U.S. Olympic athletes move towards unionization

On Jan. 24, 2018, Dr. Lawrence Nassar, a former United States gymnastics team physician, was sentenced to 40 to 175 years in a Michigan state prison for sexual abuse. One hundred fifty-six women testified against Nassar, recalling how he had abused his position for decades to sexually harass and assault young female athletes. The case highlighted the institutionalized separation between American Olympic athletes and the United States Olympic Committee (USOC), the organization that oversees U.S. Olympic competition. To meaningfully address this, as well as the financial challenges that the athletes face, the Athletes’ Advisory Council (AAC) met to consider a solution: Unionization.

Donald Fehr attended the meeting between the AAC and the newly-hired CEO of the USOC, Sarah Hirshland, underlining the seriousness of the issue at hand. Fehr is the former Executive Director of the MLB Players’ Association and current Executive Director of the NHL Players’ Association. With his career’s worth of experience in the field, Fehr joined the AAC’s side of the table to help secure greater power for U.S Olympic athletes in negotiating with their Olympic committee.

Beyond addressing the many physical and legal concerns athletes may have, the call for unionization also seeks to resolve long-standing concerns surrounding athletes’ compensation and quality of life. In 2014, NBC paid $7.75 billion to secure American television broadcasting rights for all Olympic programming through 2032. Meanwhile, the U.S. Olympic athletes who generate the revenue are not earning dependable incomes; they are forced to rely on performance-based stipends from preliminary events and cash prizes from their home countries.

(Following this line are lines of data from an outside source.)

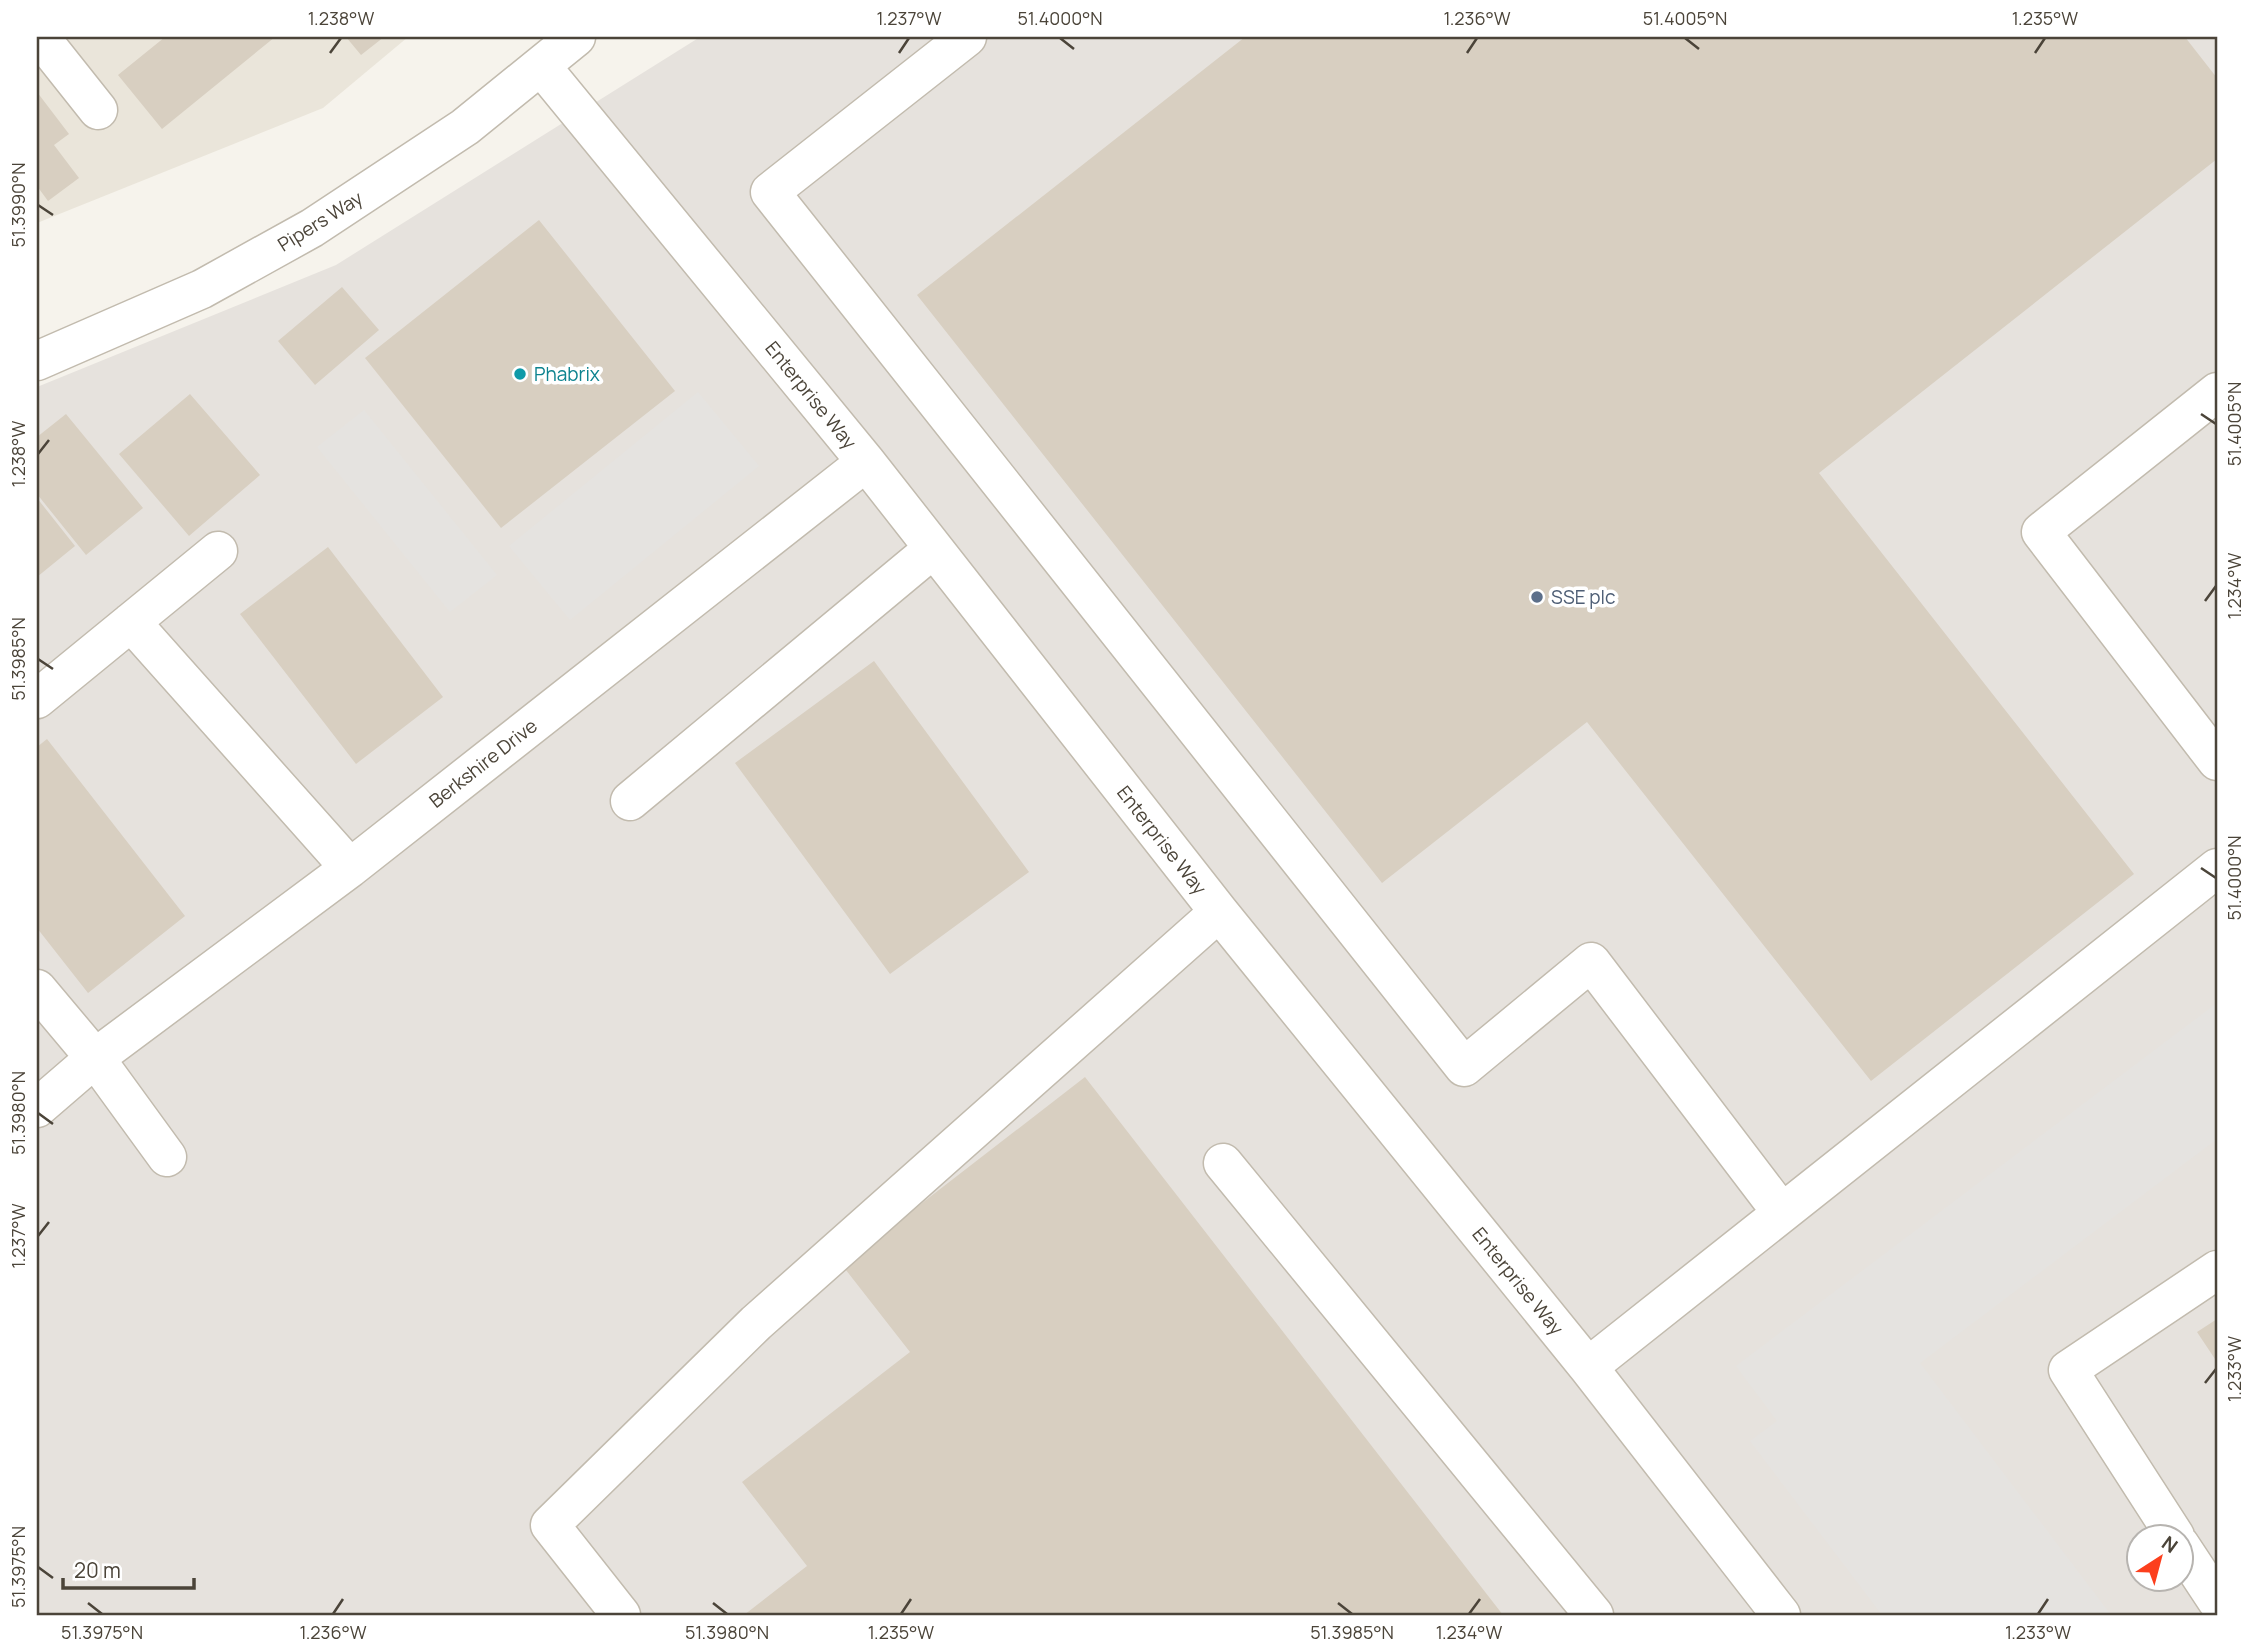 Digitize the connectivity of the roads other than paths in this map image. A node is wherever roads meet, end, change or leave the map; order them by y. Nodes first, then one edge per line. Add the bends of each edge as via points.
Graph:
1 (40, 37) edge
2 (576, 37) edge
3 (967, 37) edge
4 (541, 66) junction
5 (98, 110) dead end
6 (37, 361) edge
7 (2217, 392) edge
8 (866, 462) junction
9 (933, 549) junction
10 (218, 551) dead end
11 (131, 622) junction
12 (37, 699) edge
13 (2217, 761) edge
14 (630, 801) dead end
15 (350, 868) junction
16 (2217, 868) edge
17 (1219, 912) junction
18 (37, 989) edge
19 (95, 1058) junction
20 (37, 1108) edge
21 (167, 1157) dead end
22 (1223, 1163) dead end
23 (1782, 1213) junction
24 (2217, 1270) edge
25 (1588, 1367) junction
26 (2166, 1522) edge
27 (2194, 1566) edge
28 (2217, 1601) edge
29 (621, 1615) edge
30 (1594, 1615) edge
31 (1781, 1615) edge

1 - 5 street
2 - 4 street, Pipers Way
3 - 23 street via 770,192 1464,1067 1591,962
4 - 6 street, Pipers Way via 465,127 312,228 202,289
4 - 8 street, Enterprise Way
7 - 13 street via 2041,531
8 - 9 street, Enterprise Way
8 - 15 street, Berkshire Drive
9 - 14 street
9 - 17 street, Enterprise Way
10 - 11 street
11 - 12 street
11 - 15 street
15 - 19 street, Berkshire Drive
16 - 23 street
17 - 25 street, Enterprise Way
17 - 29 street via 756,1323 550,1525
18 - 19 street
19 - 20 street, Berkshire Drive
19 - 21 street
22 - 30 street
23 - 25 street
24 - 26 street via 2068,1370
25 - 31 street, Enterprise Way
27 - 28 street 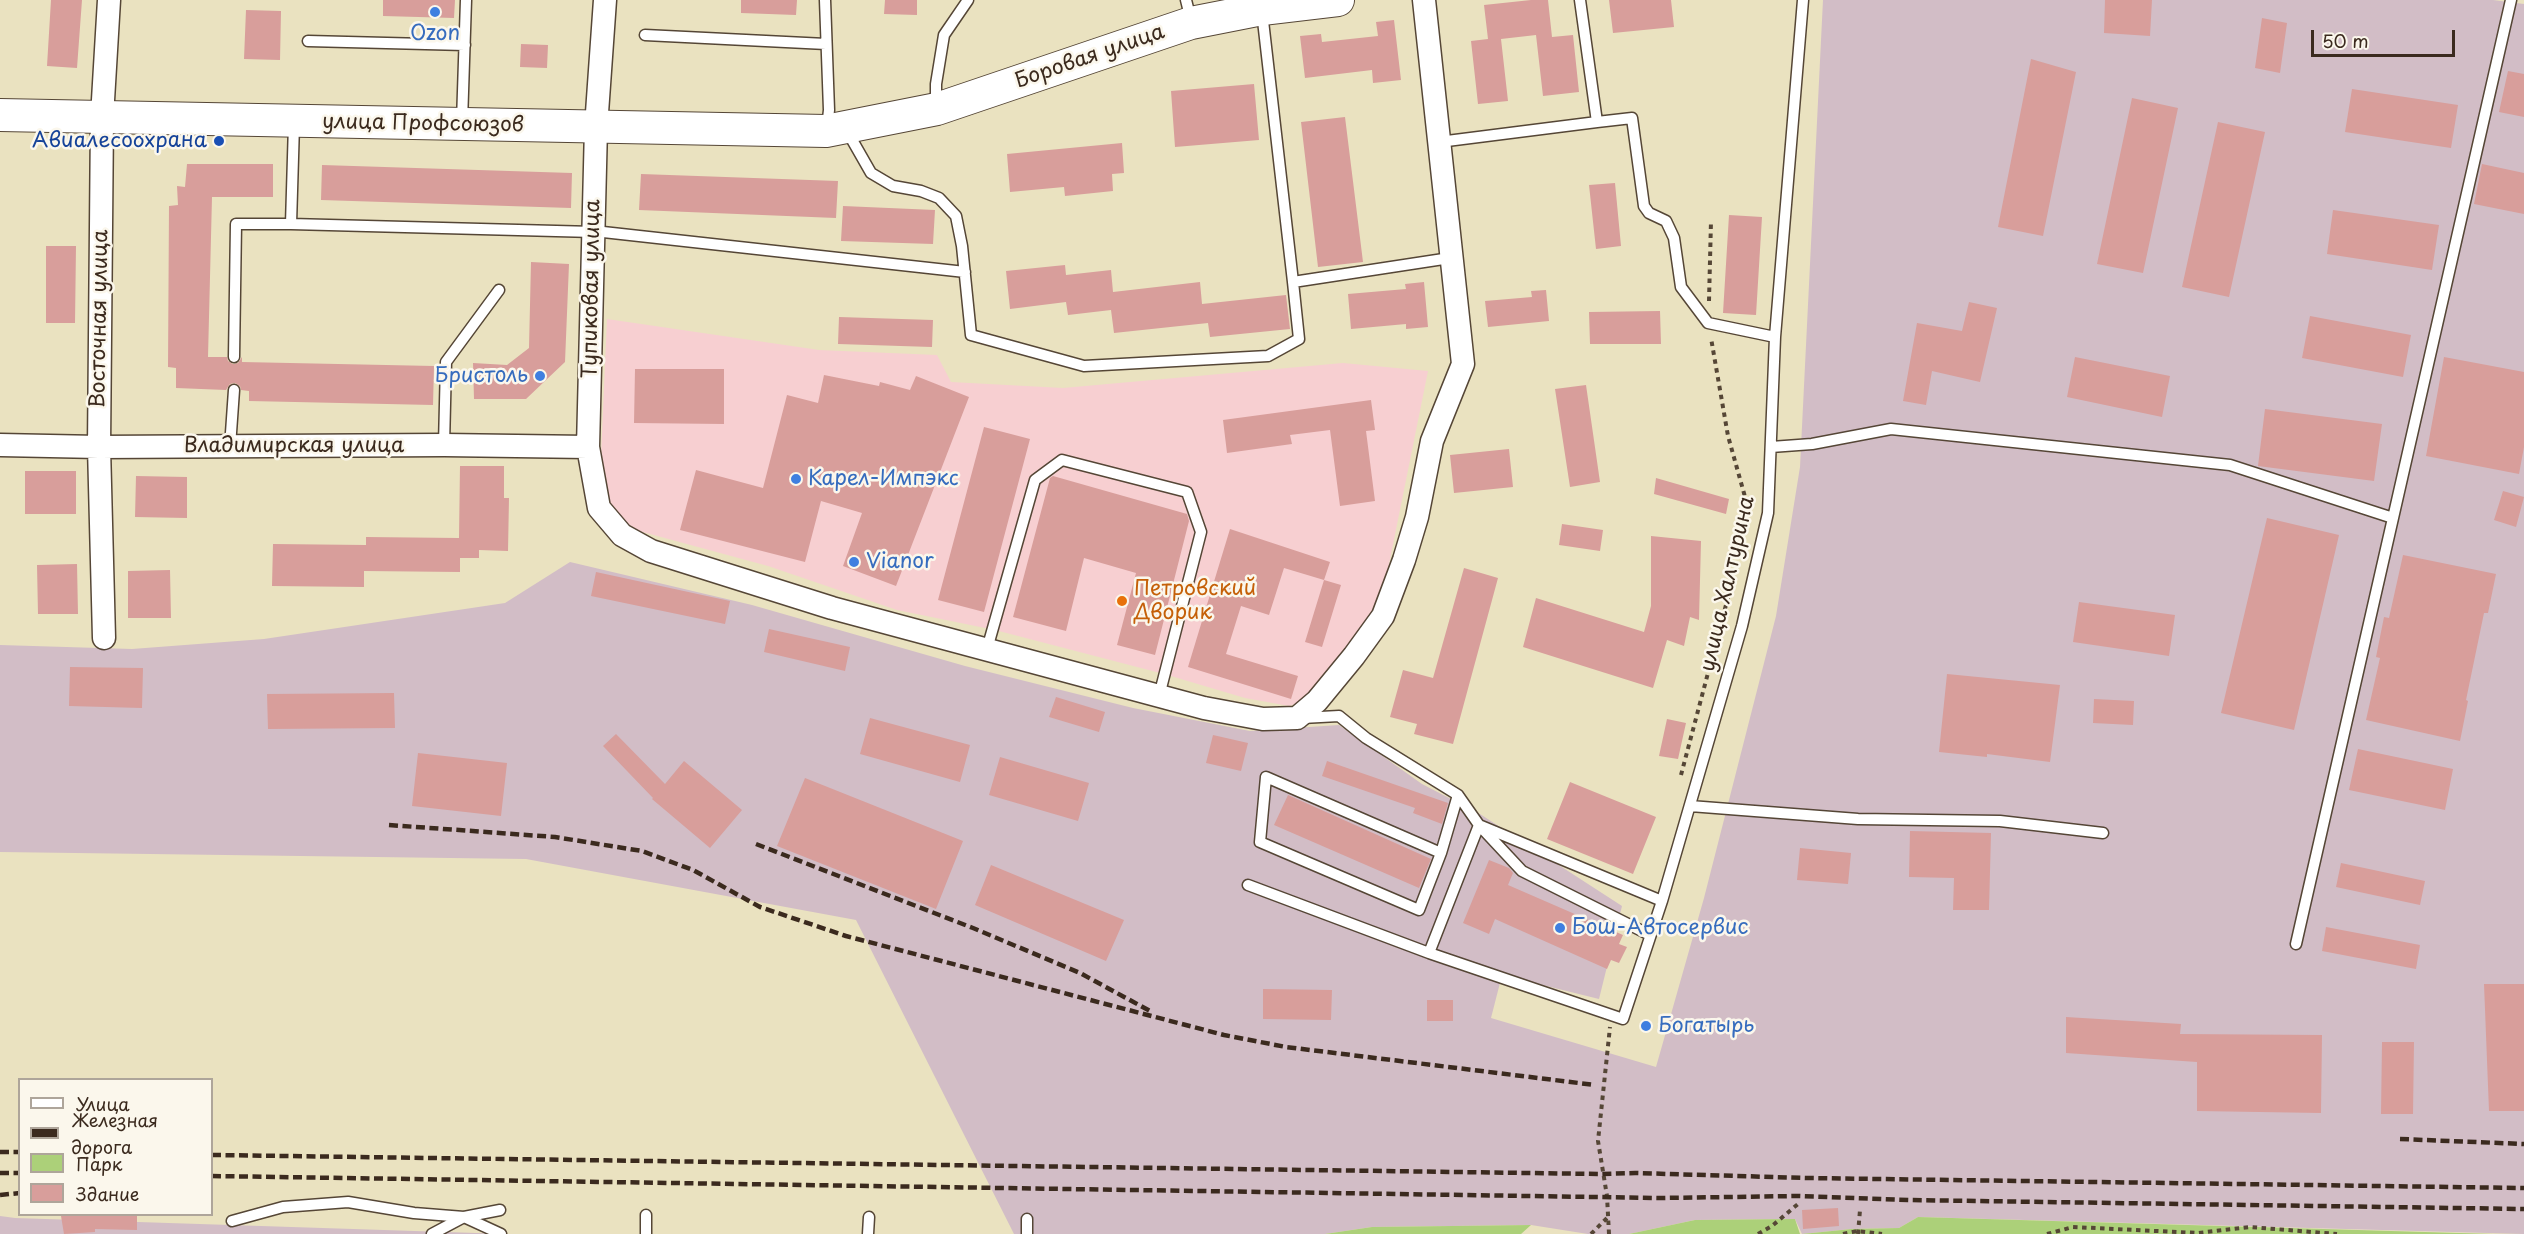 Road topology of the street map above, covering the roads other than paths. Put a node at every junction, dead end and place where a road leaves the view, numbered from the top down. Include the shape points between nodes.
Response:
1 (109, 0) edge
2 (466, 0) edge
3 (605, 0) edge
4 (825, 0) edge
5 (968, 0) edge
6 (1338, 0) edge
7 (1424, 0) edge
8 (1580, 0) edge
9 (1803, 0) edge
10 (2511, 0) edge
11 (1262, 9) junction
12 (1188, 11) edge
13 (645, 35) dead end
14 (308, 41) dead end
15 (826, 44) junction
16 (465, 45) junction
17 (936, 109) junction
18 (0, 115) edge
19 (102, 117) junction
20 (294, 122) junction
21 (1598, 122) junction
22 (462, 125) junction
23 (596, 127) junction
24 (836, 130) junction
25 (1439, 142) junction
26 (291, 224) junction
27 (594, 232) junction
28 (1450, 258) junction
29 (965, 272) junction
30 (1293, 282) junction
31 (499, 290) dead end
32 (1775, 337) junction
33 (234, 357) dead end
34 (234, 390) dead end
35 (0, 445) edge
36 (444, 445) junction
37 (99, 447) junction
38 (230, 447) junction
39 (588, 447) junction
40 (1771, 447) junction
41 (2393, 518) junction
42 (104, 638) dead end
43 (987, 649) junction
44 (1159, 696) junction
45 (1297, 718) junction
46 (1458, 795) junction
47 (1690, 806) junction
48 (1479, 825) junction
49 (2103, 833) dead end
50 (1441, 853) junction
51 (1248, 885) dead end
52 (1662, 901) junction
53 (1650, 935) junction
54 (2296, 944) dead end
55 (1430, 953) junction
56 (500, 1210) dead end
57 (646, 1215) dead end
58 (464, 1217) junction
59 (869, 1217) dead end
60 (1027, 1219) dead end
61 (232, 1221) dead end
62 (432, 1234) edge
63 (501, 1234) edge
64 (646, 1234) edge
65 (868, 1234) edge
66 (1027, 1234) edge

1 - 19 street, Восточная улица
2 - 16 lane
3 - 23 street, Тупиковая улица
4 - 15 lane
5 - 17 lane via 944,36
6 - 11 main road, Боровая улица
7 - 25 street
8 - 21 lane
9 - 32 lane, улица Халтурина
10 - 41 lane
11 - 12 main road, Боровая улица
11 - 30 lane
12 - 17 main road, Боровая улица
13 - 15 lane
14 - 16 lane
15 - 24 lane via 829,110
16 - 22 lane
17 - 24 main road, Боровая улица
18 - 19 main road, улица Профсоюзов
19 - 20 main road, улица Профсоюзов
19 - 37 street, Восточная улица
20 - 22 main road, улица Профсоюзов
20 - 26 lane
21 - 25 lane
21 - 32 lane via 1632,118 1644,206 1666,221 1674,238 1681,287 1708,323
22 - 23 main road, улица Профсоюзов
23 - 24 main road, улица Профсоюзов
23 - 27 street, Тупиковая улица
24 - 29 lane via 871,173 893,186 939,198 956,216
25 - 28 street
26 - 27 lane
26 - 33 lane via 236,224
27 - 29 lane
27 - 39 street, Тупиковая улица
28 - 30 lane
28 - 45 street via 1463,364 1432,441 1404,560 1383,616 1317,701
29 - 30 lane via 971,335 1084,366 1268,356 1299,339
31 - 36 lane via 446,362
32 - 40 lane, улица Халтурина
34 - 38 lane
35 - 37 street, Владимирская улица
36 - 38 street, Владимирская улица
36 - 39 street, Владимирская улица
37 - 38 street, Владимирская улица
37 - 42 street, Восточная улица
39 - 43 street, Тупиковая улица via 599,508 622,535 651,551 832,608
40 - 41 lane via 1812,444 1891,429 2230,465
40 - 47 lane, улица Халтурина via 1766,524 1742,626
41 - 54 lane
43 - 44 street, Тупиковая улица
43 - 44 lane via 1035,480 1062,460 1187,492 1201,531
44 - 45 street, Тупиковая улица via 1263,719
45 - 46 lane via 1339,716 1366,738
46 - 48 lane
46 - 50 lane
47 - 49 lane via 1858,819 2000,821
47 - 52 lane, улица Халтурина
48 - 52 lane
48 - 53 lane via 1522,871
48 - 55 lane
50 - 50 lane via 1419,910 1260,842 1266,777
51 - 55 lane
52 - 53 lane, улица Халтурина
53 - 55 lane, улица Халтурина via 1623,1019
56 - 58 lane
57 - 64 lane
58 - 61 lane via 348,1202 283,1207
58 - 62 lane
58 - 63 lane
59 - 65 lane
60 - 66 lane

The U.S. award bonuses fall well below those of countries like Singapore, Russia, and France and help only a few fortunate athletes—often those who are already benefiting from hefty endorsement deals. As such, most U.S. Olympic athletes struggle to cover expenses, forcing them to resort to part-time jobs, crowdfunding, or ending their Olympic careers early.

Throughout American history, labour has evened financial imbalances through the collective bargaining power of unions; for Olympic athletes, it could do the same. A scathing article in the Washington Post exposed how in 2016, the non-profit USOC had 129 employees make over six figures, 14 of whom took home salaries above $200,000, with the top paycheque peaking at $1 million. If U.S. Olympians collectivized as a singular bargaining body, their action could help ensure that revenues are more evenly distributed from the USOC to athletes. The credible threat of an Olympic Games boycott—not unlike lockouts in other professional sports—could prove greatly effectual, especially with the pressure an already-contracted NBC would put on preventing such an outcome.

Nevertheless, it remains challenging for Olympic athletes to unionize. With so few chances to compete, athletes have limited power against the USOC: Speaking out can cost athletes their spots on the Olympic team. Furthermore, athletes are usually not treated as actual employees, but instead as individual contractors, leading to further isolation and difficulty in unionizing.

After the Chicago meeting, Hirshland promised that the USOC will work to fix the current system. While Hirshland should be given a fair opportunity in her new position to keep this promise, she should also support immediate steps toward unionization. A healthy athletes’ union serves all who wish to see Olympic athletes at their best. Hirshland, the USOC, and Olympic athletes should go all in to make it happen.